-------- DATA UNDER STUDY
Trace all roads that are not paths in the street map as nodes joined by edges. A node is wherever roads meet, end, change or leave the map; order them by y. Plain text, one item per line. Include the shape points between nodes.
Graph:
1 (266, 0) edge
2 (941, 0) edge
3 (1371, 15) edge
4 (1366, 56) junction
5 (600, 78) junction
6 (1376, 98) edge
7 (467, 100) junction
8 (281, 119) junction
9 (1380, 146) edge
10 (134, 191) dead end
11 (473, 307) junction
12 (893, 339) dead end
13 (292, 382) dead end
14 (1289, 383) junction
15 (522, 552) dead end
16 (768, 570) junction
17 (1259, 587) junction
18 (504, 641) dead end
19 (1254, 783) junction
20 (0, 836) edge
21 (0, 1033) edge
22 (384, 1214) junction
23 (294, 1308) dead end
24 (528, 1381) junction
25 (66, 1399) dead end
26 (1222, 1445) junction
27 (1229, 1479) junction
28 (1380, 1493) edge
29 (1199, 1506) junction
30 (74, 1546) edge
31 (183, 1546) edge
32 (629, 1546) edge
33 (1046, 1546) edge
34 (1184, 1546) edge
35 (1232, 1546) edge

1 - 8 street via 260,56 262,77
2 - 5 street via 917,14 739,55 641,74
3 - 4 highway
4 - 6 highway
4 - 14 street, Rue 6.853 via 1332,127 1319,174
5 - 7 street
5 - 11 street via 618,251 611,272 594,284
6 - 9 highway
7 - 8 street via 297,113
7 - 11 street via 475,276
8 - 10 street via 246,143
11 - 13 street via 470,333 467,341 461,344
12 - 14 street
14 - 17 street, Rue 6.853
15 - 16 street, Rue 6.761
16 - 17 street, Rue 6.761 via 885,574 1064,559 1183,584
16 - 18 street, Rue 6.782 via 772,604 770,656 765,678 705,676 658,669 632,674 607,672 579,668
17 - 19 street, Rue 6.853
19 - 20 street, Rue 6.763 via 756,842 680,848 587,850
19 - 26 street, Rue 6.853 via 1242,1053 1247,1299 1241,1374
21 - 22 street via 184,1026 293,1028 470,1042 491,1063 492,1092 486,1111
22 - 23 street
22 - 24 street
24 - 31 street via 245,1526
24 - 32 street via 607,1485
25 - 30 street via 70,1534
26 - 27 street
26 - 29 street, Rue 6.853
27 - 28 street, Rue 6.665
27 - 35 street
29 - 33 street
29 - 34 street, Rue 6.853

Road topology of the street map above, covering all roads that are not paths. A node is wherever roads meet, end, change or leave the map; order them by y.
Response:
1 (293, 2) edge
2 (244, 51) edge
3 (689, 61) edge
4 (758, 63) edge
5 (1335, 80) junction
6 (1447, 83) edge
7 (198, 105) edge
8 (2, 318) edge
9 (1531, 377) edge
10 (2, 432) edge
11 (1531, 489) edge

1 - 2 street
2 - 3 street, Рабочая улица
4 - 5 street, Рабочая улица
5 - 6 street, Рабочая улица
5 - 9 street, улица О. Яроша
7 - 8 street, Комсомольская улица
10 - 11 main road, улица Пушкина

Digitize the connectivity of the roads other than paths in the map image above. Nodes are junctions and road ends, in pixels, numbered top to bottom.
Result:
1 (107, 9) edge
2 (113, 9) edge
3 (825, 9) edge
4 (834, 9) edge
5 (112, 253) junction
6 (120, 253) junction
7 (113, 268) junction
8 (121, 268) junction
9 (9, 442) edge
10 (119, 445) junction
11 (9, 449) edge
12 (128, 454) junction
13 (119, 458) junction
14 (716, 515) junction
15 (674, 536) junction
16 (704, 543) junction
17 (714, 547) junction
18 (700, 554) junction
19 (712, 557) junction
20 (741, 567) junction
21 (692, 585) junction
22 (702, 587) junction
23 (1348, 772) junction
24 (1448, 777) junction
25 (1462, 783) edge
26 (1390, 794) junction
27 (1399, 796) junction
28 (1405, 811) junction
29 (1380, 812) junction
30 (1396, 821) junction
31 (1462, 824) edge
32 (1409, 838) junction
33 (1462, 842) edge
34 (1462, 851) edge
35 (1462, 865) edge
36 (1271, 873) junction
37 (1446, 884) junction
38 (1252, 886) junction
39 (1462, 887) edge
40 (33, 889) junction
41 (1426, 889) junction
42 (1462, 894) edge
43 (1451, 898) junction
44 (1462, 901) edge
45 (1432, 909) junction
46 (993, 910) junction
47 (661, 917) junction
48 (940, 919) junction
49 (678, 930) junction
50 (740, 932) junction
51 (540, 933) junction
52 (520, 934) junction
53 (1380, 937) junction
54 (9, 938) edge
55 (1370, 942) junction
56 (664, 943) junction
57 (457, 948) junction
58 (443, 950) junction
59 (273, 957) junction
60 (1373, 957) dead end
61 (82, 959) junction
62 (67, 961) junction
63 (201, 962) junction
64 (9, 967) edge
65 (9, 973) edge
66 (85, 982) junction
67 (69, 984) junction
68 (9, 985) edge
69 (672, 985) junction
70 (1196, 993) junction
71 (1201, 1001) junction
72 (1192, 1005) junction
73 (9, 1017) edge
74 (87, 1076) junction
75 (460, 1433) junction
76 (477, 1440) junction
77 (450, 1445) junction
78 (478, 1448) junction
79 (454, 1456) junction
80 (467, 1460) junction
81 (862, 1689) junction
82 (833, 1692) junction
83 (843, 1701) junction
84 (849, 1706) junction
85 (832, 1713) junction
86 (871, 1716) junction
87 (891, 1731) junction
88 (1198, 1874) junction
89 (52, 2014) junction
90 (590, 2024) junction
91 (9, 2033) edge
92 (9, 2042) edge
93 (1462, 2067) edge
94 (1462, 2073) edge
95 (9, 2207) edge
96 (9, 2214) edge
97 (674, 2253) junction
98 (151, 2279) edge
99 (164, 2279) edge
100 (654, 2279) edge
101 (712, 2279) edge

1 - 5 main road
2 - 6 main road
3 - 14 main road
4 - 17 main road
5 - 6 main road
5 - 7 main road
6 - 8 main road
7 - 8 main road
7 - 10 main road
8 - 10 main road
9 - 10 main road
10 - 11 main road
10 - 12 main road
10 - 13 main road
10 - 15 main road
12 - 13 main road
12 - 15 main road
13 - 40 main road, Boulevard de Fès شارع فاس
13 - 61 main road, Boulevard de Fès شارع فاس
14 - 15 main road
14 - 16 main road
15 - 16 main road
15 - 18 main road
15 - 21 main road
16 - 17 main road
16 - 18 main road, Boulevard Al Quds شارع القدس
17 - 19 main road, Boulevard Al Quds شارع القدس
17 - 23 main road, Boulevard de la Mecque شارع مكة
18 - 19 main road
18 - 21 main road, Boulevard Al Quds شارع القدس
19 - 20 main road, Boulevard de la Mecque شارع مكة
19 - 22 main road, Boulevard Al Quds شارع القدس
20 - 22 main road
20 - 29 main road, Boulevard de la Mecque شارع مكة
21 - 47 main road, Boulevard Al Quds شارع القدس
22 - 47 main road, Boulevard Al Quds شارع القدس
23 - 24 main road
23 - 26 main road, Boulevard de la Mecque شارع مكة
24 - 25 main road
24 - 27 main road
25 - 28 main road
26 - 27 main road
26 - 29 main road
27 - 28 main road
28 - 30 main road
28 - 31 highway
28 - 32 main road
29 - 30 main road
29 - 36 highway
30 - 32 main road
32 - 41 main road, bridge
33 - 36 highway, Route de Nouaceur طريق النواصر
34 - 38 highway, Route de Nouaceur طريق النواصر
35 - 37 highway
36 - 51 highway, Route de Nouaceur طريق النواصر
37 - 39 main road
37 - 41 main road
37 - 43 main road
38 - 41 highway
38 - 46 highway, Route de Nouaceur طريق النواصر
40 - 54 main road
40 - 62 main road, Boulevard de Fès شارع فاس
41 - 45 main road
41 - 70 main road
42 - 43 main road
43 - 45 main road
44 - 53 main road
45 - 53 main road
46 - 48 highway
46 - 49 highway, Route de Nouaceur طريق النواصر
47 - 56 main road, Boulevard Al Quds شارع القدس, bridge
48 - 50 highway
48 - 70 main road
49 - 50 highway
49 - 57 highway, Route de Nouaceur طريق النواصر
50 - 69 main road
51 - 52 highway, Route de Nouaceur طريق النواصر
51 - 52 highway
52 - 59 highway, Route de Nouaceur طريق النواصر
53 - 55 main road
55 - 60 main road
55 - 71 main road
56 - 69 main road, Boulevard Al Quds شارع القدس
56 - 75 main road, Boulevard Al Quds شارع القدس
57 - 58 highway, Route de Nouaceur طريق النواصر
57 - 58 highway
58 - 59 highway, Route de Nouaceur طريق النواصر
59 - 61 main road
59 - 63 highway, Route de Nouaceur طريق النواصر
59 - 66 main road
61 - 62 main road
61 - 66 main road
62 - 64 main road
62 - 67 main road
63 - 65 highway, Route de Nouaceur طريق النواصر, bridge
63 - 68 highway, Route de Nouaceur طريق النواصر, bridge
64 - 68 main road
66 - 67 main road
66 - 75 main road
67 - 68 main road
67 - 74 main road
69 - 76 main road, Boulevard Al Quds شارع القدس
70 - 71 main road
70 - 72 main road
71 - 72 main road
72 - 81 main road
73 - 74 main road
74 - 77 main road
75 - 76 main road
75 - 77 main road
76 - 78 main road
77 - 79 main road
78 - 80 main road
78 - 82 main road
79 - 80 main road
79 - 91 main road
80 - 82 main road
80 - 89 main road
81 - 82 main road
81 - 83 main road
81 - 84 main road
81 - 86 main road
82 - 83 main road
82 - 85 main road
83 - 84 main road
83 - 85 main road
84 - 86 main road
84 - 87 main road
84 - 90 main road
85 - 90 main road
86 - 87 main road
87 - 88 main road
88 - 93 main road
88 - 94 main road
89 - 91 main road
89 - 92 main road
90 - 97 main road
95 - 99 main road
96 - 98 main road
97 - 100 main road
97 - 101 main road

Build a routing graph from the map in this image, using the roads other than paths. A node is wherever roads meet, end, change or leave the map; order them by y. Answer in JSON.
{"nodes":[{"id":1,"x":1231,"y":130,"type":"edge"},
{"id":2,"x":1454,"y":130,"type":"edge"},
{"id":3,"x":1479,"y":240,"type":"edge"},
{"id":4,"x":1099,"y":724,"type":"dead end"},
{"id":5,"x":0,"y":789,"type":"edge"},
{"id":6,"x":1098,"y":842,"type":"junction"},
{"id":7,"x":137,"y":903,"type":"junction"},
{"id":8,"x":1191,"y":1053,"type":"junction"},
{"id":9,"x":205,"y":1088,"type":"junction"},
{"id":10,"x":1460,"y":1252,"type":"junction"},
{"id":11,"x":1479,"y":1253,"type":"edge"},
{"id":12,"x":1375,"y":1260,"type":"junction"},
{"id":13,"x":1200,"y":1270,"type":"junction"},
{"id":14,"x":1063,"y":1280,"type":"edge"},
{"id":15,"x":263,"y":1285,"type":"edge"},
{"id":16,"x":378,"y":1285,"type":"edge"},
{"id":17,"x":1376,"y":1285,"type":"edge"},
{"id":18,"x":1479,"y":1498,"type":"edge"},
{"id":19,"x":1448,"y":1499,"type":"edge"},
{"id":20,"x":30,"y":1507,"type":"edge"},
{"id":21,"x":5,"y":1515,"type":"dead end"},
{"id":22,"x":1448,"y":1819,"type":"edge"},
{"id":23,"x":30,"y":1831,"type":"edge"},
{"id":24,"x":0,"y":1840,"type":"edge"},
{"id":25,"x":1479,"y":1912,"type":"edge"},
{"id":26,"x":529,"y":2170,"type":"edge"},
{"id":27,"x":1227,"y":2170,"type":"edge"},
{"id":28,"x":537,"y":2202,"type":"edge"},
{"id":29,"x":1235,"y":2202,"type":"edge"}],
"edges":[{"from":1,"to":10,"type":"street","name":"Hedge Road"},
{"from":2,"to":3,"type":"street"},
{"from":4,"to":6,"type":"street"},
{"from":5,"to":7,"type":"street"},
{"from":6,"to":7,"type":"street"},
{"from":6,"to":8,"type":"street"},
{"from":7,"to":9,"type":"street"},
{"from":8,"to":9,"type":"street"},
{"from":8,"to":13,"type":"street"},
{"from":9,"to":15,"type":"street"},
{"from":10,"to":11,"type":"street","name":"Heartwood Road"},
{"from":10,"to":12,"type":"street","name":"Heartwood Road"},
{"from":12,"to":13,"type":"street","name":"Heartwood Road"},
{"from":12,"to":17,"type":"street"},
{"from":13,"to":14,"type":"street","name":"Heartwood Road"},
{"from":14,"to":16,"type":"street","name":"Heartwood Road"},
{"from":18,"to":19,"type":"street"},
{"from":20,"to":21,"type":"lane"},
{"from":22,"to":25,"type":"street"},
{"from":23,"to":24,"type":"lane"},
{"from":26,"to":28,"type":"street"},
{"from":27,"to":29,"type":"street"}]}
----------------
> YOUR ASSIGNMENT: Copy every line from the records above that contains the string "image".

> RESPONSE:
Digitize the connectivity of the roads other than paths in the map image above. Nodes are junctions and road ends, in pixels, numbered top to bottom.
Build a routing graph from the map in this image, using the roads other than paths. A node is wherever roads meet, end, change or leave the map; order them by y. Answer in JSON.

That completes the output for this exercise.